* Exercise
Look through the entries below and report every line that has "MONTE".

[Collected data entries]
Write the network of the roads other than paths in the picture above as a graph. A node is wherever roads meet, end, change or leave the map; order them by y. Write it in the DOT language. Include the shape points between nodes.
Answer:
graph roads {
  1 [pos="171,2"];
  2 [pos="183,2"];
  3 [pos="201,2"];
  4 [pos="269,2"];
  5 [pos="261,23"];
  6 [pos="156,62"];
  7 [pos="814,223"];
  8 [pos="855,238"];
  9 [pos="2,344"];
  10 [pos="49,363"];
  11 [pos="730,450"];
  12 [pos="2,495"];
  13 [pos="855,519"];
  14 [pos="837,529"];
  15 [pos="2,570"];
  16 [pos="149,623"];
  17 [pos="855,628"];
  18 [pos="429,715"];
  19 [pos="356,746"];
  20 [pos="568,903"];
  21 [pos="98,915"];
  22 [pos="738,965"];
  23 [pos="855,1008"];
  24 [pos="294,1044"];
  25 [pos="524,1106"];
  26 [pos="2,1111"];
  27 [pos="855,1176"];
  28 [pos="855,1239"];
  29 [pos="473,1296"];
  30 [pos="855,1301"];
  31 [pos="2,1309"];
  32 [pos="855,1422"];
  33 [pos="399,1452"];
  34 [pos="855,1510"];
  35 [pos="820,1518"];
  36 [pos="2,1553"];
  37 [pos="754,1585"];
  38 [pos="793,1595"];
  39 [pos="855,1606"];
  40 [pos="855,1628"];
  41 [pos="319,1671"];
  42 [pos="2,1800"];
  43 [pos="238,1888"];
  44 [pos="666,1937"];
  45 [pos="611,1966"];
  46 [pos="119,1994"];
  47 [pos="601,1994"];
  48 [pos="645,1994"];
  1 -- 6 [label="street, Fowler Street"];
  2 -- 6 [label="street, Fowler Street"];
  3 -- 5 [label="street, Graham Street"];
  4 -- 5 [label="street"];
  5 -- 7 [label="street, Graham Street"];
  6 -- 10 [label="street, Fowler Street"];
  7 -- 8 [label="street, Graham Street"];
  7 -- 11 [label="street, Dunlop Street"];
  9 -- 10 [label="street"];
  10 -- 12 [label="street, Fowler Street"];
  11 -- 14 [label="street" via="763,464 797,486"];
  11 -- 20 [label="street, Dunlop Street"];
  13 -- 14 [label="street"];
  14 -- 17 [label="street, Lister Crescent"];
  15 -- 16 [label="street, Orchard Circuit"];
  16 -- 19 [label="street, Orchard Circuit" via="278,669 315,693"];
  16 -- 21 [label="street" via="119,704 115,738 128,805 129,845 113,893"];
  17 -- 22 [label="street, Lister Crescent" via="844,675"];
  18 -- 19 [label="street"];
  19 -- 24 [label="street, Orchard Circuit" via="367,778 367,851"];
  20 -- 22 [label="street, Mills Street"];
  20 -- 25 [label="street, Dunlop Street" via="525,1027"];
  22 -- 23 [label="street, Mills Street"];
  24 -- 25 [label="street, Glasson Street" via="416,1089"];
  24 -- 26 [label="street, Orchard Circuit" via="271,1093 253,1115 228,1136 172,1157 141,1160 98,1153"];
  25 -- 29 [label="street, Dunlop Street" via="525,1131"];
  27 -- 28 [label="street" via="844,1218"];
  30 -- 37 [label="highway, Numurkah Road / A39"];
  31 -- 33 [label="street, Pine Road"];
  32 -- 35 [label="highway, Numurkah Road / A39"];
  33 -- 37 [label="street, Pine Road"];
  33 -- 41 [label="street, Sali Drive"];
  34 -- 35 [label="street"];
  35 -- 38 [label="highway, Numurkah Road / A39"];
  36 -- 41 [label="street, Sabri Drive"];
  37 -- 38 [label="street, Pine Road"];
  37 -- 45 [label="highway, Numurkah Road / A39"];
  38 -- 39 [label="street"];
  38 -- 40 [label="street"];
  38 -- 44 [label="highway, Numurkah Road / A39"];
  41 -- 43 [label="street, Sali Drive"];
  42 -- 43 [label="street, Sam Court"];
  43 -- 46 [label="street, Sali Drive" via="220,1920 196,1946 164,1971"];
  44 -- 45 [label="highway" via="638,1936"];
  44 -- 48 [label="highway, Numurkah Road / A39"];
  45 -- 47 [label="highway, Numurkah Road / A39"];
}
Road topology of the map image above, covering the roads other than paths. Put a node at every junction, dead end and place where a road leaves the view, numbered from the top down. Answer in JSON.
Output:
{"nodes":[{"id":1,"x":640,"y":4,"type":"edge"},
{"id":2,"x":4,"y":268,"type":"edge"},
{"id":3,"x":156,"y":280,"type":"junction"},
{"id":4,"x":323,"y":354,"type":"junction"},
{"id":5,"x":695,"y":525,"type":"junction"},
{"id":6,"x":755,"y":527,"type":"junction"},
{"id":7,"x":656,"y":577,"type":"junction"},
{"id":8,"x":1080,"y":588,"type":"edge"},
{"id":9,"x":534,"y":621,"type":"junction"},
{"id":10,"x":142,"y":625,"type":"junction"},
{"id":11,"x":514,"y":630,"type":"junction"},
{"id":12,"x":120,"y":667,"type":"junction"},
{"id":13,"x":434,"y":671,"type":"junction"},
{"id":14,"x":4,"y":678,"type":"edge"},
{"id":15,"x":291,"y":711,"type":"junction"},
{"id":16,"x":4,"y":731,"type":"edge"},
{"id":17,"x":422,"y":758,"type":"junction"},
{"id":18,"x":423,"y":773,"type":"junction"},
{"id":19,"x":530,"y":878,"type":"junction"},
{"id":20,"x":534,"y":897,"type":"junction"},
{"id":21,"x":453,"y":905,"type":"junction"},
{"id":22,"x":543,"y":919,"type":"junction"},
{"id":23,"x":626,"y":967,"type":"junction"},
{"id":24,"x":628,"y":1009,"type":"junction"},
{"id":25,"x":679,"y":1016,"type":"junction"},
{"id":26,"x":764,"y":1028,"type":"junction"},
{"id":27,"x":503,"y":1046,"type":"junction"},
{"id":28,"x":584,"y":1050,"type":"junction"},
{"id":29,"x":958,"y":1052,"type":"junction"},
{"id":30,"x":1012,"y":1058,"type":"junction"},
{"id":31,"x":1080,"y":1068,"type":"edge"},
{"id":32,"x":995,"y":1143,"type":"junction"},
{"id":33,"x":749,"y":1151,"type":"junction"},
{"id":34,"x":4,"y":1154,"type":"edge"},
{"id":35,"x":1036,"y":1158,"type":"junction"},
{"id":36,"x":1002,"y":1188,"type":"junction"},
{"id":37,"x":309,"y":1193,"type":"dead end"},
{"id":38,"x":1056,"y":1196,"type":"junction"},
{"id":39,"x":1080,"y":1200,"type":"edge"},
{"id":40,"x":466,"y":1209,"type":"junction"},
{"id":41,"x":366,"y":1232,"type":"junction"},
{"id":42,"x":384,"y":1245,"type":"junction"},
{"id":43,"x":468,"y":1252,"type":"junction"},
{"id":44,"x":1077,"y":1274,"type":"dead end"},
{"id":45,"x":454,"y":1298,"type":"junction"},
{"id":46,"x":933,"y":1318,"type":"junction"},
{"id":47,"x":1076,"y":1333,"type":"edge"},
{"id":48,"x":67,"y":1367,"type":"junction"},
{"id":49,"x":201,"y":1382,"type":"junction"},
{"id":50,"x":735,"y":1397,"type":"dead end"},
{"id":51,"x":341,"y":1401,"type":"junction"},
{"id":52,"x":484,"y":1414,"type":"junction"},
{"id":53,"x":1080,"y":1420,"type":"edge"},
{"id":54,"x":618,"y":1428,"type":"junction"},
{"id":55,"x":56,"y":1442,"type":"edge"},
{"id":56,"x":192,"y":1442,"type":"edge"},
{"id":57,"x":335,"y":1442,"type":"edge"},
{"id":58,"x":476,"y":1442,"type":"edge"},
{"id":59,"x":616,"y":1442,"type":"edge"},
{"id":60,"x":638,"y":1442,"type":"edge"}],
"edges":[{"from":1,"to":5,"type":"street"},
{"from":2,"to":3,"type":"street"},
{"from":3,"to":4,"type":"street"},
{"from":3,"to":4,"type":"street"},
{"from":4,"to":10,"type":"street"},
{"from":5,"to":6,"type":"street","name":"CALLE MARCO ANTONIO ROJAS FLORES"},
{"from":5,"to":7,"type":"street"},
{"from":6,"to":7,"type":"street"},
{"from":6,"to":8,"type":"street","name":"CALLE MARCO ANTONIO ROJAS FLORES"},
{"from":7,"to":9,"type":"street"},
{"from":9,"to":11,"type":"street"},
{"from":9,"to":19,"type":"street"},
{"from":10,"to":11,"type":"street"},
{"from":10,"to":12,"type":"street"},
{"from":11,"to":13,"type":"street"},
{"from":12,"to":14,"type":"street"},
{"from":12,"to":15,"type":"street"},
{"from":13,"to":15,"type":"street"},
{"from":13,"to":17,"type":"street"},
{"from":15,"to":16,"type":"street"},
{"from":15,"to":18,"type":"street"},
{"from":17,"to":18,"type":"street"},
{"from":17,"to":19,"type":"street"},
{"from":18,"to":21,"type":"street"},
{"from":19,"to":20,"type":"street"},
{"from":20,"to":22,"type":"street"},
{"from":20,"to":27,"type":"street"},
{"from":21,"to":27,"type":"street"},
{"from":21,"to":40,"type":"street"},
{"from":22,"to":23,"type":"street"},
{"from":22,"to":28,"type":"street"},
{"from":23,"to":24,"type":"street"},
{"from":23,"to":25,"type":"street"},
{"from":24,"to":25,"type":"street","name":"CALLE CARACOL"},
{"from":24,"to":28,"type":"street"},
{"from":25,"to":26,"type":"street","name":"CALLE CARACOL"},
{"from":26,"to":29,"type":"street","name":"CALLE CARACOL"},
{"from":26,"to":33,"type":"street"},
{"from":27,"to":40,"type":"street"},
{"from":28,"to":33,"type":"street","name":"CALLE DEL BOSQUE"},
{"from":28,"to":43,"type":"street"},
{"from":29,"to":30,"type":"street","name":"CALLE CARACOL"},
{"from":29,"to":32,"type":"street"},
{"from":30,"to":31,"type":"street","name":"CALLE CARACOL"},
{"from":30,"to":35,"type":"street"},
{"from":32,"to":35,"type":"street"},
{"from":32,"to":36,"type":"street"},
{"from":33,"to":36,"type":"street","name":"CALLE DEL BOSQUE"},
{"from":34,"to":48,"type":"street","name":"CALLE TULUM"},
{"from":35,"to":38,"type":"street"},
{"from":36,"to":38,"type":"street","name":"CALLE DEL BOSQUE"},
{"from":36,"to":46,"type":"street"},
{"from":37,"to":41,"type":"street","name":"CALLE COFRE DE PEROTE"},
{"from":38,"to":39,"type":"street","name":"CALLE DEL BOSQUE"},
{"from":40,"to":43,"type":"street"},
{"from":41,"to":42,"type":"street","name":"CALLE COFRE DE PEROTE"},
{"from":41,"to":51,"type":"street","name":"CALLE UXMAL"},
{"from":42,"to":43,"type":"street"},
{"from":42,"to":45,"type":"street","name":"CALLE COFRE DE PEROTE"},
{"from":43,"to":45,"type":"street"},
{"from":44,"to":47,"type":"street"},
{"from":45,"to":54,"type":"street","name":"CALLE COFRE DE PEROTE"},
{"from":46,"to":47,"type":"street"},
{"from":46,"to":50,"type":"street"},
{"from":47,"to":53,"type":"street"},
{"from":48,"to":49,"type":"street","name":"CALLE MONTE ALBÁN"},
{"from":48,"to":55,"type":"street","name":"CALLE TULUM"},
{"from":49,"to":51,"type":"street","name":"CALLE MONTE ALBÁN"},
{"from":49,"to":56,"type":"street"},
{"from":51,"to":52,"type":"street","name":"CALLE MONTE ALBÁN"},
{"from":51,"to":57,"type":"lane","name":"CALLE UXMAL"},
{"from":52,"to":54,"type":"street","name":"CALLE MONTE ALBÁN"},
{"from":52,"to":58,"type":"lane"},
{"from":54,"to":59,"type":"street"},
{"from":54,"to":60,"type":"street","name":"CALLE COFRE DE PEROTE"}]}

* Written answer
{"from":48,"to":49,"type":"street","name":"CALLE MONTE ALBÁN"},
{"from":49,"to":51,"type":"street","name":"CALLE MONTE ALBÁN"},
{"from":51,"to":52,"type":"street","name":"CALLE MONTE ALBÁN"},
{"from":52,"to":54,"type":"street","name":"CALLE MONTE ALBÁN"},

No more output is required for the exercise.